本研究中通过酵母双杂交系统结合新一代肝脏均一化cDNA文库并没有筛选得到已报道的HBX相互作用蛋白，可能原因如下：（1）早期研究中通过酵母双杂交文库筛选得到的HBX相互作用蛋白多为肝脏中高表达的蛋白，如蛋白酶体α亚基、UVDDB1和HVDAC3；（2）许多研究者通过免疫沉淀和质谱鉴定的手段也得到了多个HBX相互作用蛋白，但是这些蛋白与HBX的相互作用未必是直接相互作用，而酵母双杂交系统只能鉴定HBX的直接相互作用蛋白，因此本次筛选没有得到这类已报道的HBX相互作用蛋白。值得注意的是Lwa等[23]曾报道GNB5（guanine nucleotide binding protein β5 subunit）能够与HBX相互作用。
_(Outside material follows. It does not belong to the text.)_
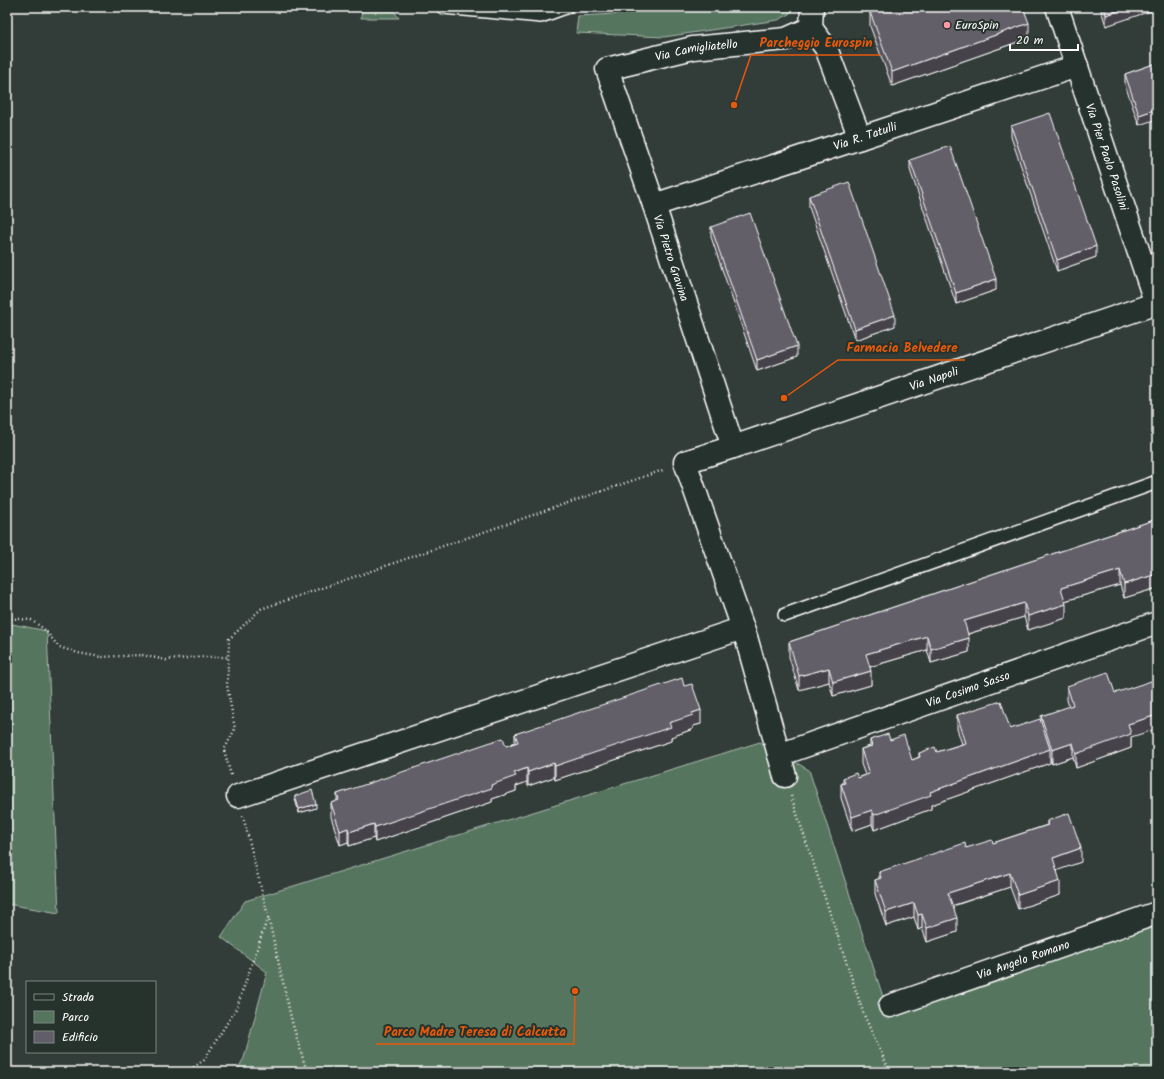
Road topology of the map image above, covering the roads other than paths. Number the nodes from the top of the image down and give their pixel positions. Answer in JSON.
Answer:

GNB5与本研究中筛选得到的GNB2L1均属于WD repeat蛋白家族，氨基酸序列上有较大的相似性，GNB2L1极有可能是HBX的直接相互作用蛋白。

前期的临床研究数据显示病毒性肝炎或中毒性黄疸型肝炎患者血清葡萄糖磷酸变位酶活性明显升高，并且早期还有研究表明，红细胞来源的葡萄糖磷酸变位酶 1（Phosphoglucomutase-1，PGM1）还可作为急性淋巴细胞白血病患者骨髓移植预后的重要指标[24]；乳腺癌易感基因BRCA的异常则与乳腺癌和卵巢癌密切相关[25－26]，BRCA是基因组完整性的动态调节者，BRCA在DNA损伤修复和某些基因的表达调控中发挥非常重要要的作用，它们功能的异常可以导致基因突变的积累，最终会影响包括乳房和卵巢在内的多个器官的癌症的发生和发展[27]；鸟嘌呤核甙酸结合蛋白（guanine nucleotide-binding pro tein，GNB）β亚基过表达则能够引起细胞周期调控蛋白和细胞凋亡调控蛋白的异常表达，促进抗雌激素药物抵抗的乳腺癌细胞的增殖并能缩短它们的细胞周期[28]。结合其他学者的研究结果，我们有理由推测本研究筛选得到的5种蛋白中，至少葡萄糖磷酸变位酶 1（PGM1）、乳腺癌基因（BRCA）复合物亚基以及鸟嘌呤结合蛋白（GNB）与乙肝病毒感染或恶性肿瘤的发生发展有关。提示HBX可能通过与PGM1、BRCA1或GNB的相互作用改变它们的活性，从而调控自身在肝细胞中的存在或影响肝癌的发生发展。

HBX相互作用蛋白的筛选及进一步的验证，将鉴定得到肝细胞或肝癌细胞中与HBX直接相互作用的蛋白，深入分析HBX结合这些蛋白对它们功能的影响及影响机制，将有利于人们更加明确乙肝病毒在肝细胞中长期存在和促进肝癌发生的过程，也将为治疗乙肝病毒感染及防治乙肝病毒感染引起的肝癌的药物的开发研制提供新的靶点。